Meghan Markle Pregnancy Rumors Turn Controversial Thanks To The Zika Virus, Which Can Be Contracted In Fiji

Royals fans can't wait to hear a baby announcement, but the rumors have turned controversial thanks to the Zika virus, per 'Town and Country.'

Meghan's pregnancy rumors take a turn.
WPA Pool / Getty Images

Royals fans can't wait to hear a baby announcement, but the rumors have turned controversial thanks to the Zika virus, per 'Town and Country.'

It’s been months since the royal wedding, and fans have been anticipating the potential baby announcement from Meghan and Harry with bated breath. Recently, the duchess wore a blue dress with ruffles to a gala event, which photographed poorly, giving her the illusion of having a baby bump. The speculation surrounding a pregnancy is not unexpected, however, but recent comments by royal reporter Richard Palmer have stirred up some defensive fans.

According to Town and Country Magazine, Palmer tweeted a message that has some people irritated.

“Bookmaker Coral has cut the odds on Harry and Meghan’s first child being born next year to 1-4. But I believe women visiting areas affected by Zika are advised to wait up to six months before trying to get pregnant.
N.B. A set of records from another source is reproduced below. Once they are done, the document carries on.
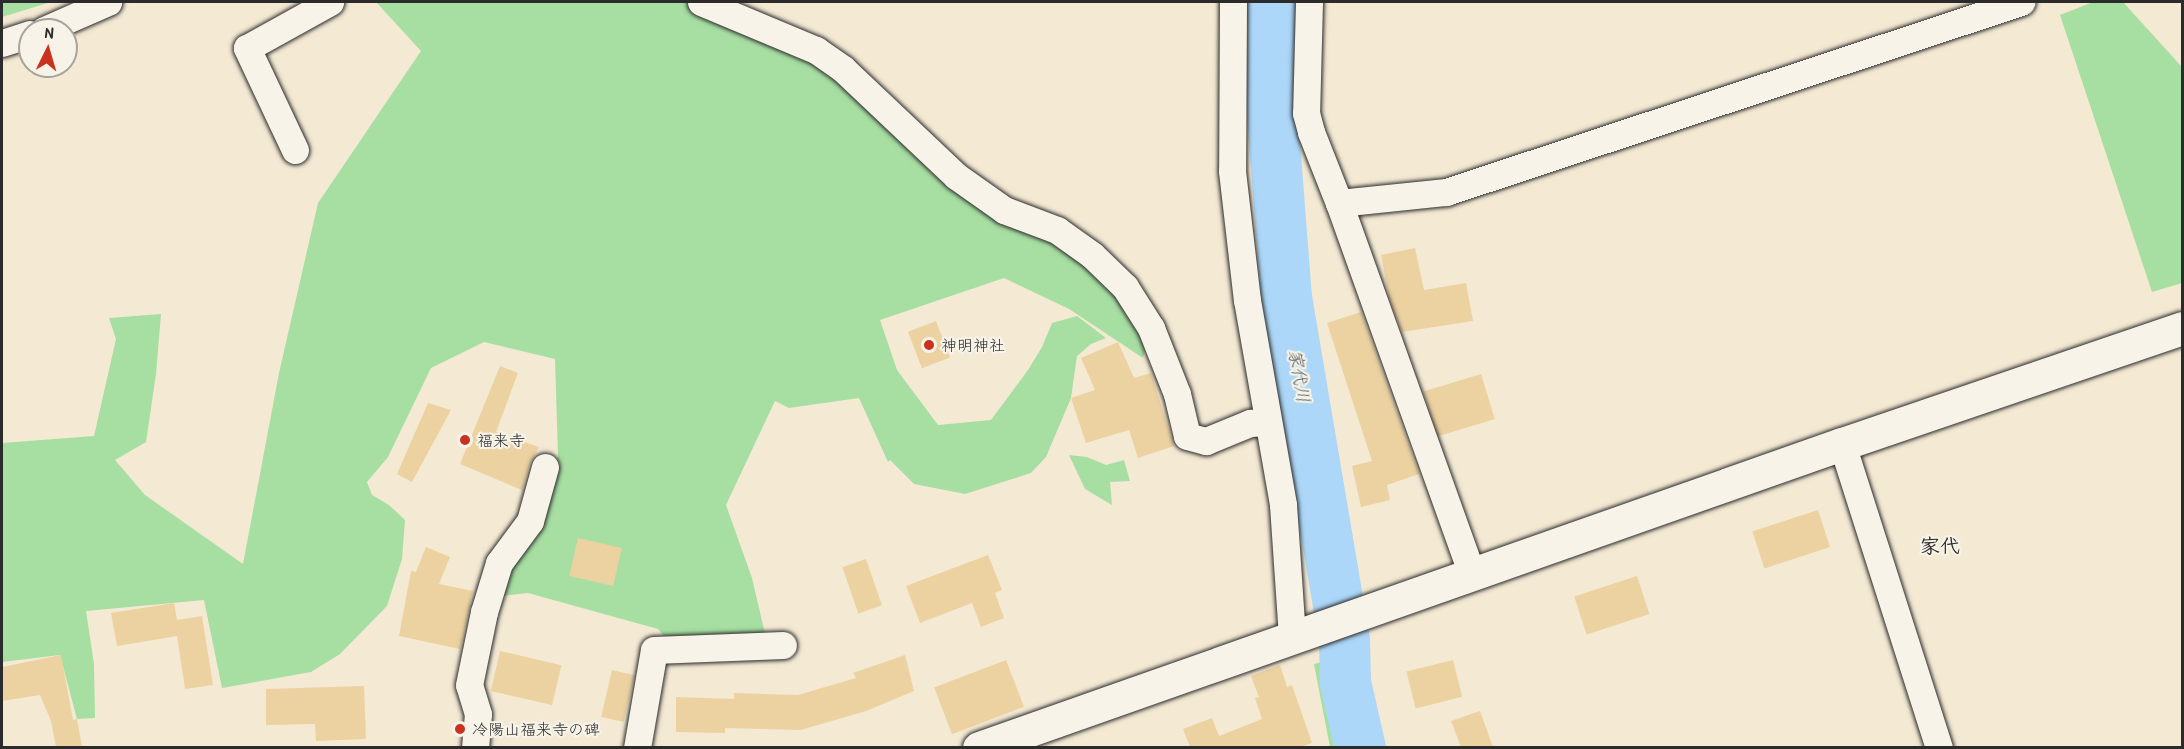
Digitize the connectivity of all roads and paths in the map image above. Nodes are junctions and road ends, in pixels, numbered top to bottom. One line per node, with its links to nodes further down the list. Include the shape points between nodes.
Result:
1 (108, 2): 7 (street)
2 (330, 2): 10 (street, via 247,48)
3 (701, 2): 13 (street, via 816,50 843,69 956,176 1004,210 1057,230 1092,255 1125,287 1151,328 1177,394 1187,436 1206,441 1250,423)
4 (1233, 2): 13 (street, via 1232,171 1247,300)
5 (1309, 2): 11 (street, via 1306,112)
6 (2021, 2): 11 (street, via 1446,192)
7 (71, 18)
8 (18, 38): 9 (street)
9 (2, 43)
10 (296, 150)
11 (1339, 203): 16 (street)
12 (2182, 328): 14 (street)
13 (1268, 422): 17 (street)
14 (1842, 444): 16 (street); 22 (street)
15 (545, 467): 19 (street, via 530,521 499,563 484,612 469,685 478,714)
16 (1472, 574): 17 (street)
17 (1299, 634): 21 (street)
18 (783, 645): 20 (street, via 654,650)
19 (475, 747)
20 (637, 747)
21 (979, 747)
22 (1939, 747)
That may be an issue in Fiji and Tonga.”

And while it’s true that couples that visit countries where one can contract the Zika virus are advised to abstain from trying to conceive, some people think that the speculation is crossing a line.

One fan account, Meghan and her Prince, blasted the topic.
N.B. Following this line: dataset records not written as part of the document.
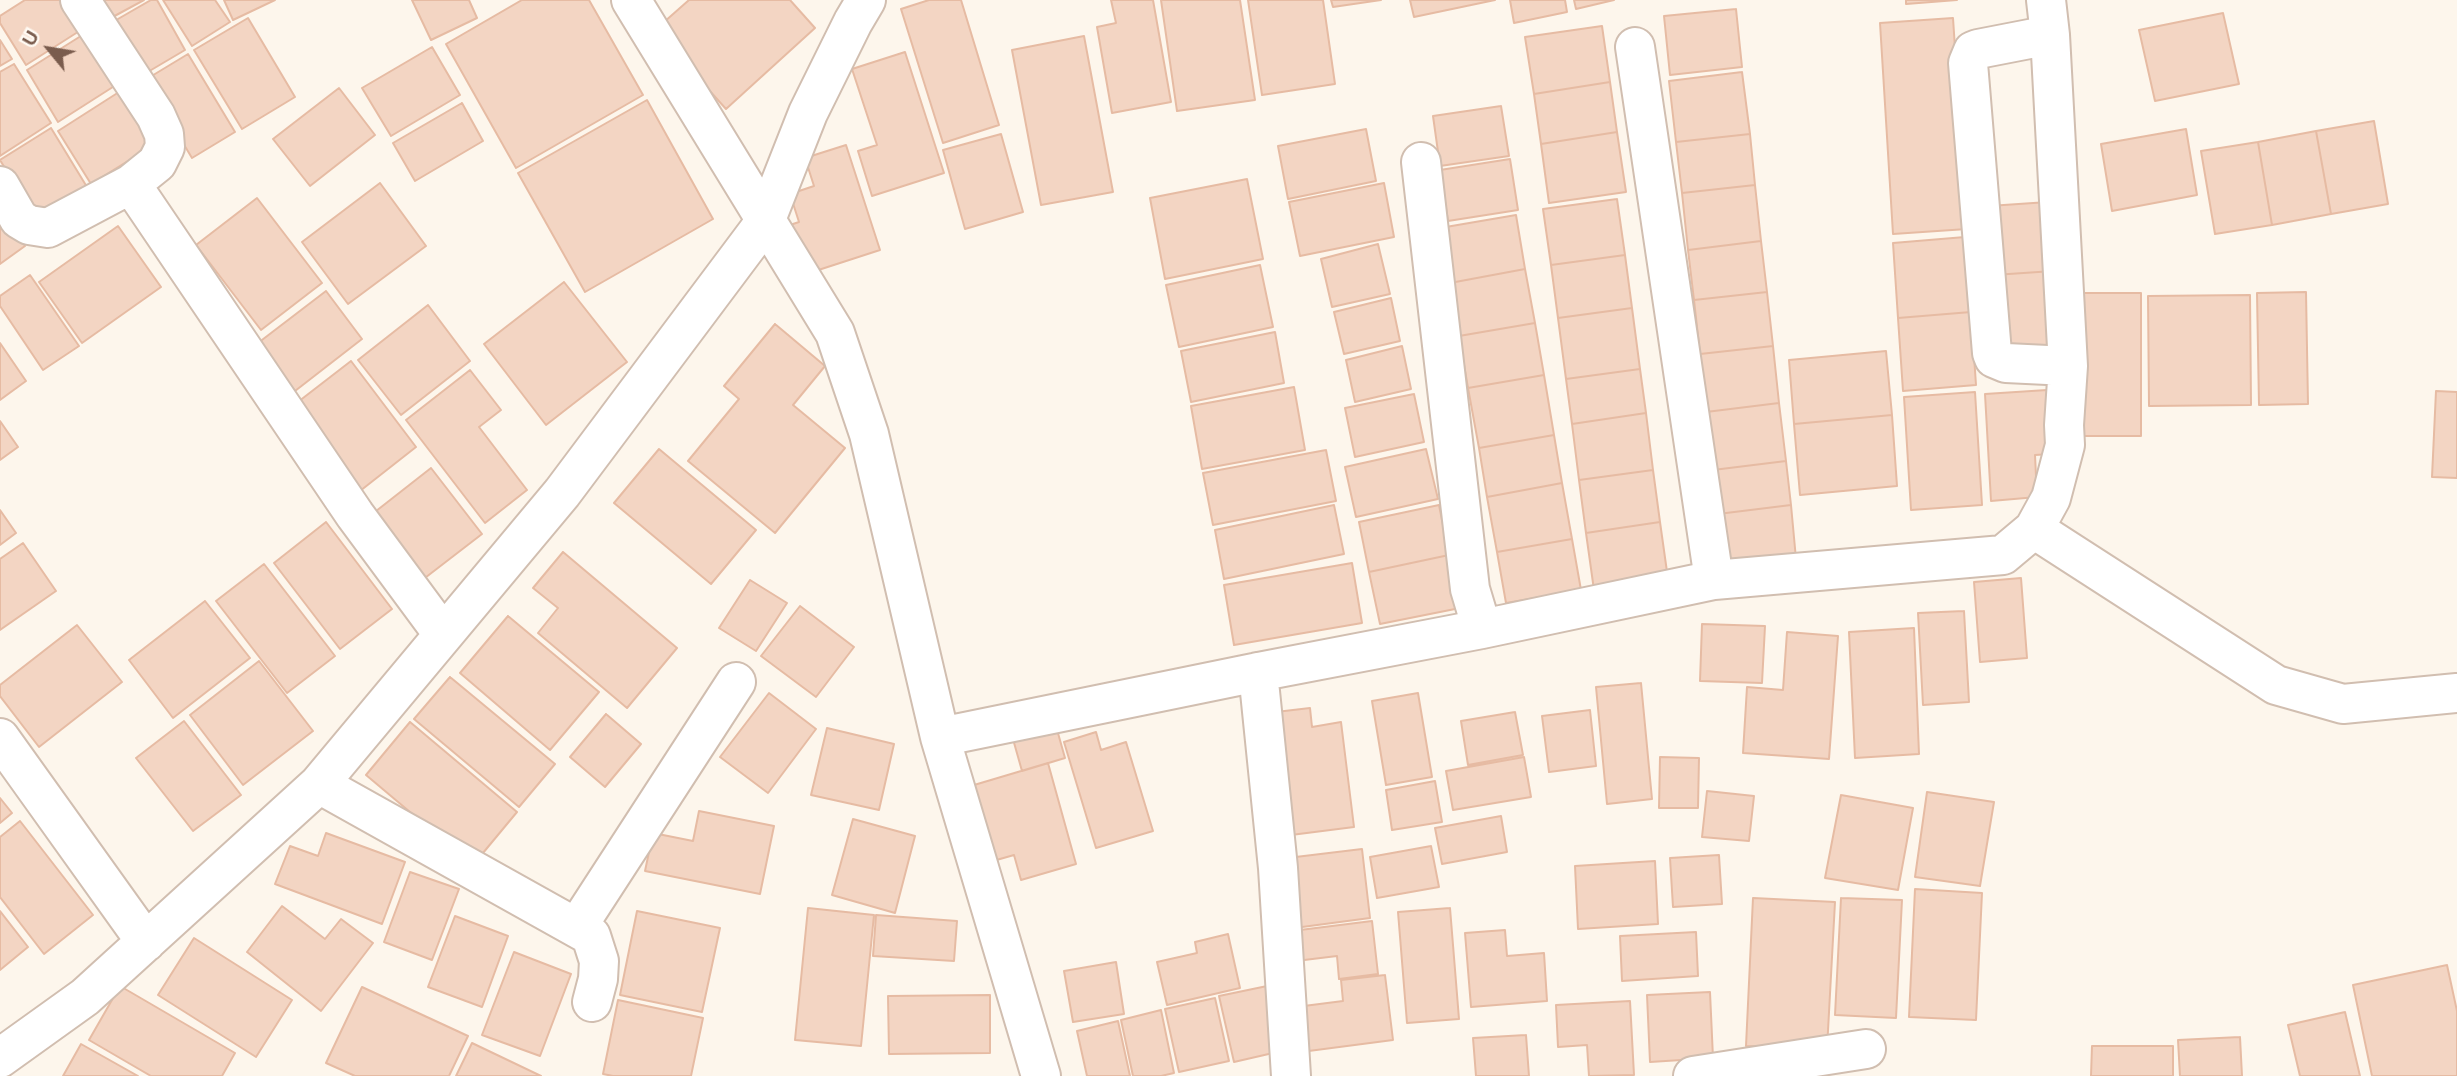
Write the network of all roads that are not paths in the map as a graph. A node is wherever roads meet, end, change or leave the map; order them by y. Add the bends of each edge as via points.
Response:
1 (80, 0) edge
2 (631, 0) edge
3 (866, 0) edge
4 (2048, 18) edge
5 (1635, 47) dead end
6 (1421, 162) dead end
7 (131, 184) junction
8 (0, 186) edge
9 (765, 222) junction
10 (2068, 366) junction
11 (2034, 529) junction
12 (1714, 580) junction
13 (1482, 629) junction
14 (443, 634) junction
15 (1258, 672) junction
16 (736, 682) dead end
17 (2457, 693) edge
18 (0, 737) edge
19 (940, 737) junction
20 (319, 784) junction
21 (577, 927) junction
22 (146, 942) junction
23 (592, 1002) dead end
24 (1866, 1049) dead end
25 (0, 1058) edge
26 (1041, 1076) edge
27 (1291, 1076) edge
28 (1693, 1076) edge

1 - 7 street via 164,134 165,147 157,163
2 - 9 street
3 - 9 street via 808,113
4 - 10 street
4 - 10 street via 1973,51 1968,63 1992,353 2006,363
5 - 12 street
6 - 13 street via 1470,589
7 - 8 street via 47,228 19,219
7 - 14 street via 355,514
9 - 14 street via 562,493
9 - 19 street via 835,333 869,434
10 - 11 street via 2065,445 2051,498
11 - 12 street via 2003,555
11 - 17 street via 2276,685 2343,704
12 - 13 street
13 - 15 street
14 - 20 street
15 - 19 street
15 - 27 street via 1278,868
16 - 21 street
18 - 22 street
19 - 26 street
20 - 21 street
20 - 22 street
21 - 23 street via 591,936 599,961
22 - 25 street via 85,997
24 - 28 street

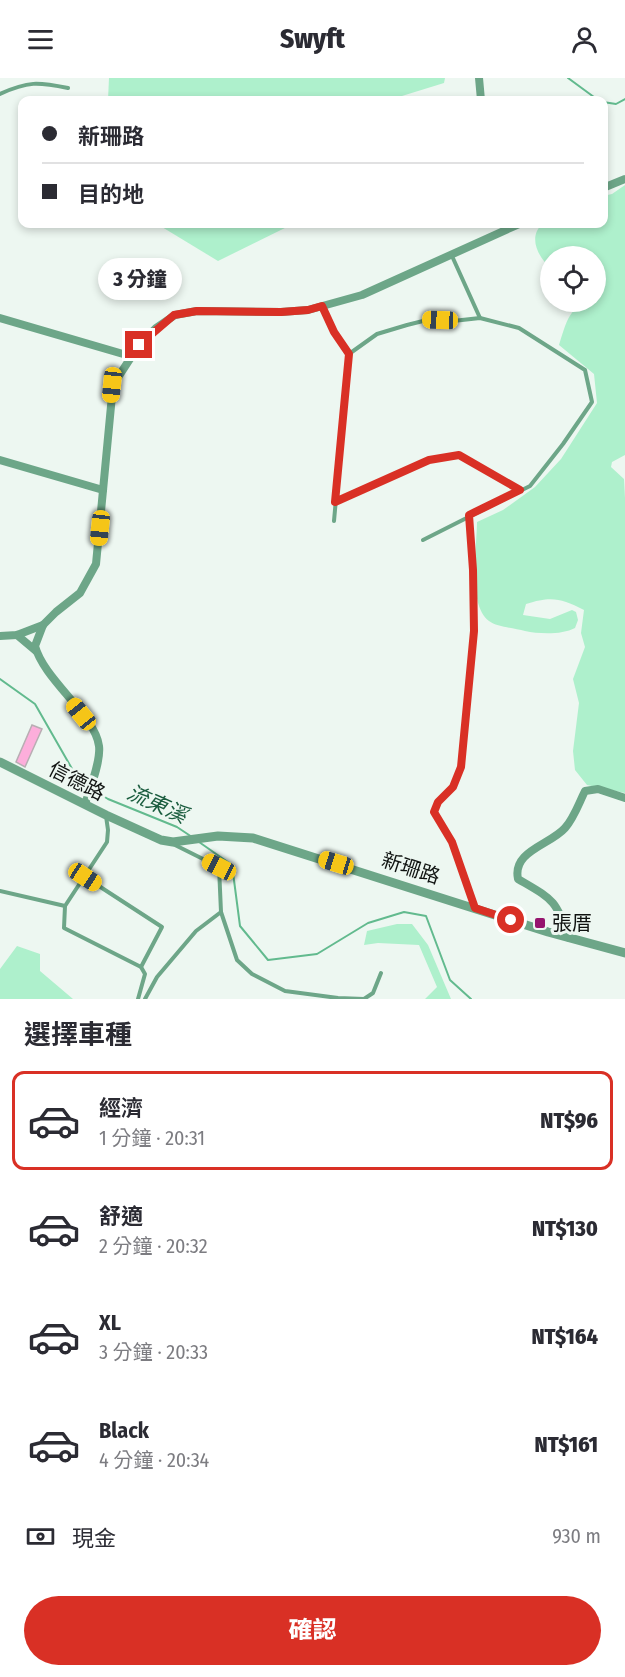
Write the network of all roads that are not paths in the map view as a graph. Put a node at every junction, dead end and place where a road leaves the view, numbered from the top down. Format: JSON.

“I hope that this isn’t what yourself & other reporters choose to focus on for this tour…. We all know, H&M obviously know the risks. It was also updated a year ago to 3 months, if tested positive. Can we please step out of Meghan’s uterus? It’s really not our business.”

And while the information that Palmer provided is based on the government’s health advisories, Meghan and her prince have a good point that it’s not the fans’ place to worry about health concerns that the royals already know about.

The Zika virus is contracted through a bite from a mosquito, most often the Aedes mosquitoes. While most mosquito bites are only annoying and cause no further ill effects, being bit by a Zika-infested mosquito can lead to fever, rash, headache, and even joint pain, according to the World Health Organization. On the other hand, some people don’t exhibit any symptoms at all.

However, for those who want to conceive and have a child, the risk of Zika is increased. It’s because the virus can cause microcephaly and congenital Zika syndrome in the newborn. It can later develop into further problems as the baby gets older, including Guillain-Barre syndrome. Also, the virus can cause an early birth or even miscarriage.

The topic is likely to come back up again as Meghan and Harry prepare to visit Fiji and Tonga. The couple will be in Fiji on October 23 and 24. They’ll then head to Tonga on October 25.